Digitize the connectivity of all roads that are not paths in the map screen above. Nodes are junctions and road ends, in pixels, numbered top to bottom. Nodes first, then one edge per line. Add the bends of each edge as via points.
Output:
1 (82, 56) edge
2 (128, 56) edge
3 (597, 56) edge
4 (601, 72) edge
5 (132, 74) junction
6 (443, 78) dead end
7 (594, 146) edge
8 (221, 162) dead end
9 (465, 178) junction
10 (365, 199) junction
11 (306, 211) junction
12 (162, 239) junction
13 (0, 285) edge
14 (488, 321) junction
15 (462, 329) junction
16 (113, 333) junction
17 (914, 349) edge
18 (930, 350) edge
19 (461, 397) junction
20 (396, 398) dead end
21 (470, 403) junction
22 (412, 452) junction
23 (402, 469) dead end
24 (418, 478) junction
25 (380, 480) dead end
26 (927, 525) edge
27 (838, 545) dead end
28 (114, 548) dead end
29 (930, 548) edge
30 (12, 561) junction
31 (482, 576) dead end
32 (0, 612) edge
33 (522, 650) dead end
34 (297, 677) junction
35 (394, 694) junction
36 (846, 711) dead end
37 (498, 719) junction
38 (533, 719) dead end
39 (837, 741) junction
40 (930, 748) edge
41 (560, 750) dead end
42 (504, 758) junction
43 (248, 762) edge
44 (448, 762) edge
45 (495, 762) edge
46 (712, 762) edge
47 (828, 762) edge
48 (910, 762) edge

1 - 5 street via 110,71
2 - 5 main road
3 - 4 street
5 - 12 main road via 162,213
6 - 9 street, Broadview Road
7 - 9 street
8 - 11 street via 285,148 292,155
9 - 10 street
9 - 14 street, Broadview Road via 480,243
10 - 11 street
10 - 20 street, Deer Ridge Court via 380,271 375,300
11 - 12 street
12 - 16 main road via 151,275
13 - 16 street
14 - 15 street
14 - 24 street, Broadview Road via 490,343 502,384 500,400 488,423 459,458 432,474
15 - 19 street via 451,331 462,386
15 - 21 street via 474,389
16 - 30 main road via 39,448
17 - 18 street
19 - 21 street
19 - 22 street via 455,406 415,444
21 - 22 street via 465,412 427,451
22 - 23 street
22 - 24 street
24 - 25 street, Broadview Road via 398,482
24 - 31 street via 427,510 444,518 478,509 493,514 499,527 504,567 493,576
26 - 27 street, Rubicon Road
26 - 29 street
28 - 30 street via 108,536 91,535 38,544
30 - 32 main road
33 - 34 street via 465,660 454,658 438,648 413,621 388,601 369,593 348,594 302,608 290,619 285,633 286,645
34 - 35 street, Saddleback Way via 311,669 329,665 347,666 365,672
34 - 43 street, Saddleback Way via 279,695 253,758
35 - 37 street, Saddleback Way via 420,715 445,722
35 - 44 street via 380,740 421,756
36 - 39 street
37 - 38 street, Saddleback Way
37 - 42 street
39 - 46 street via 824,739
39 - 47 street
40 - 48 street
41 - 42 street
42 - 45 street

————————

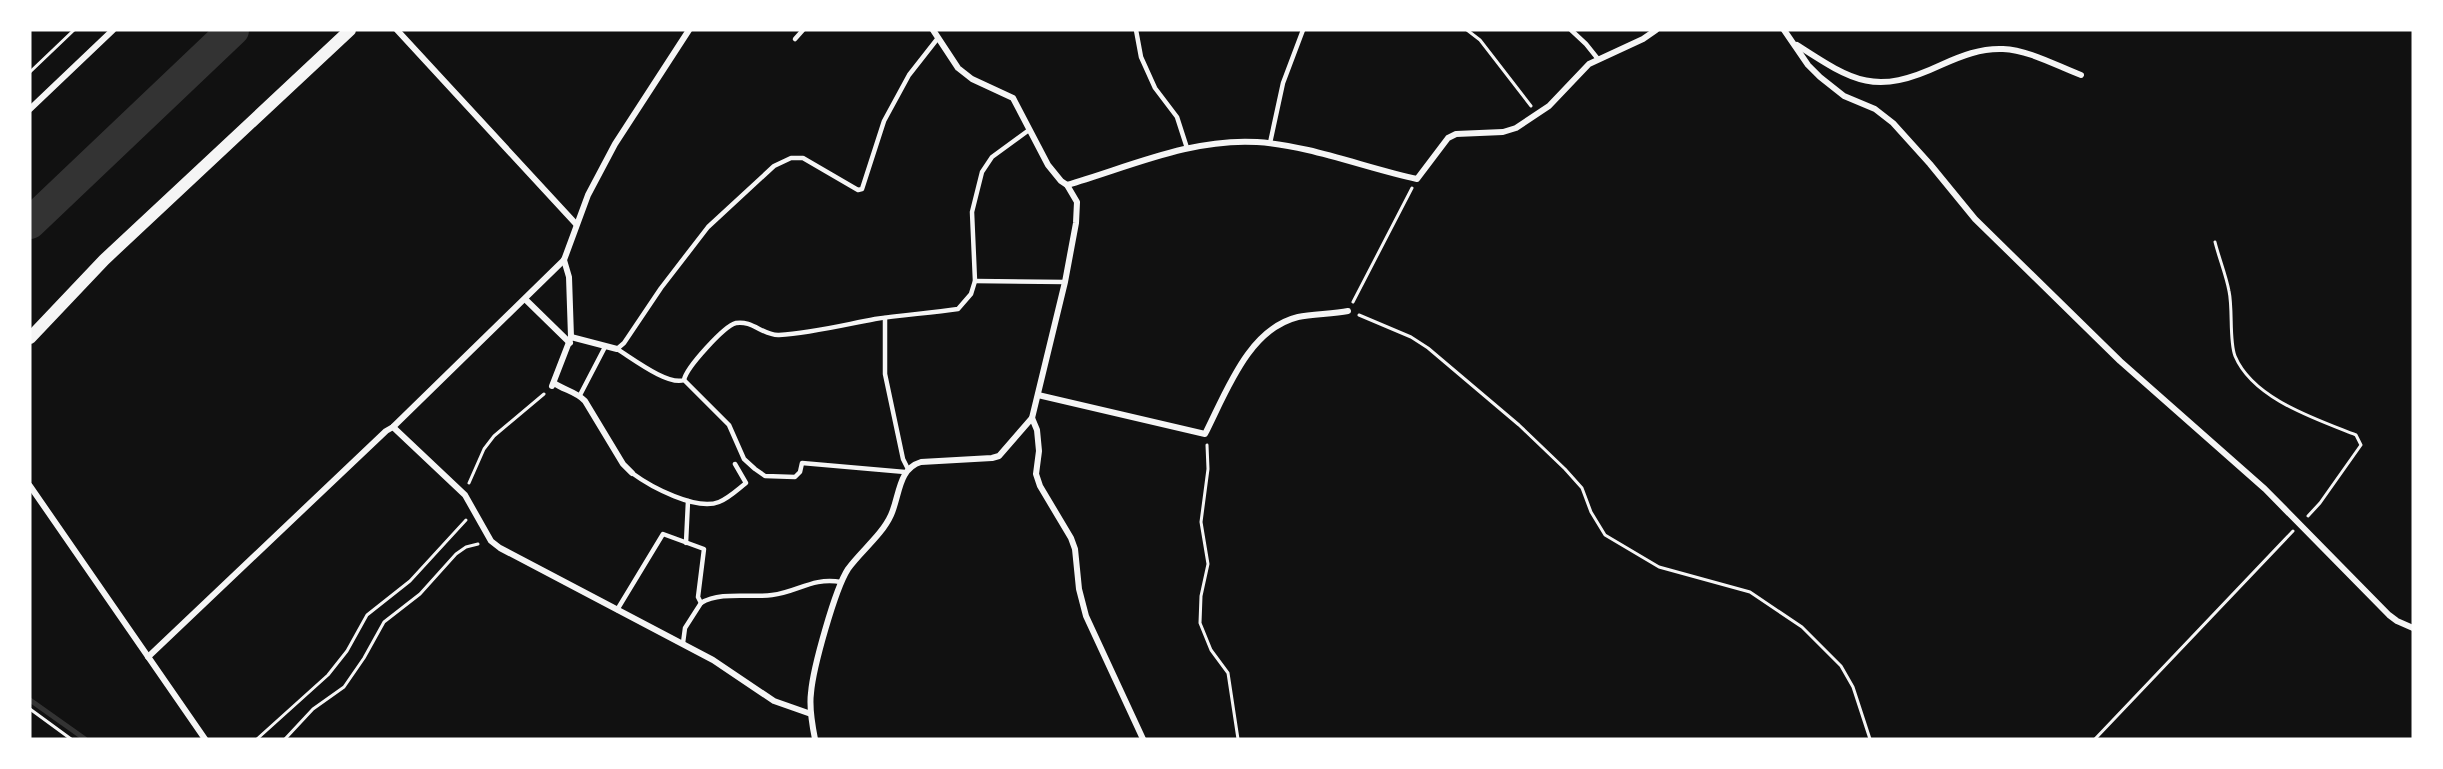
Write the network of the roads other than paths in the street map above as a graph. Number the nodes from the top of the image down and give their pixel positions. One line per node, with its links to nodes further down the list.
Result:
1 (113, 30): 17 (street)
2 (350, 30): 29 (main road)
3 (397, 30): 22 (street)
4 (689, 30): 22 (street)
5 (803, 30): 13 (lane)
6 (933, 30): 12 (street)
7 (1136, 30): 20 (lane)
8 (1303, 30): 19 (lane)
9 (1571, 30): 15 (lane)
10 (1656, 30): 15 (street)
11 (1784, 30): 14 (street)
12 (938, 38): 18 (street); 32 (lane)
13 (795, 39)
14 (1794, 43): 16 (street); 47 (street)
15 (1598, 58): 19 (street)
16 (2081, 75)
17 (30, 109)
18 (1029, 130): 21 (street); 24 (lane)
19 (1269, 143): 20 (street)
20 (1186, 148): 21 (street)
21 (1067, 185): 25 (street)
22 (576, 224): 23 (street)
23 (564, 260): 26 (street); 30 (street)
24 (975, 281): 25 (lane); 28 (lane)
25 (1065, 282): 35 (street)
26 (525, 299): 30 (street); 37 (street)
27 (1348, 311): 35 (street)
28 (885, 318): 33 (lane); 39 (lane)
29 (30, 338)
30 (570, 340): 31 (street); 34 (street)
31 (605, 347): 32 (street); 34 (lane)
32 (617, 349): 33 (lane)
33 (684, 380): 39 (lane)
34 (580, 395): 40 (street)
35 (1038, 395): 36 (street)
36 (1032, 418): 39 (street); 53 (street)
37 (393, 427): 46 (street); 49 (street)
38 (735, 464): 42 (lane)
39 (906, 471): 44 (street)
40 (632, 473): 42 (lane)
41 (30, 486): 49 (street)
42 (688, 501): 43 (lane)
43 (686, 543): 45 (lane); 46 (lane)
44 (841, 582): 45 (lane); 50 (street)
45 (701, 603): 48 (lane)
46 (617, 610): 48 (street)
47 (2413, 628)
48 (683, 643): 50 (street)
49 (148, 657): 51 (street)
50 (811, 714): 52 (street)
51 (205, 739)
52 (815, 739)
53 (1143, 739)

————————

What you will do: Would you filter the records and copy each line that contains the word "Saddleback"?

Answer to this exercise:
34 - 35 street, Saddleback Way via 311,669 329,665 347,666 365,672
34 - 43 street, Saddleback Way via 279,695 253,758
35 - 37 street, Saddleback Way via 420,715 445,722
37 - 38 street, Saddleback Way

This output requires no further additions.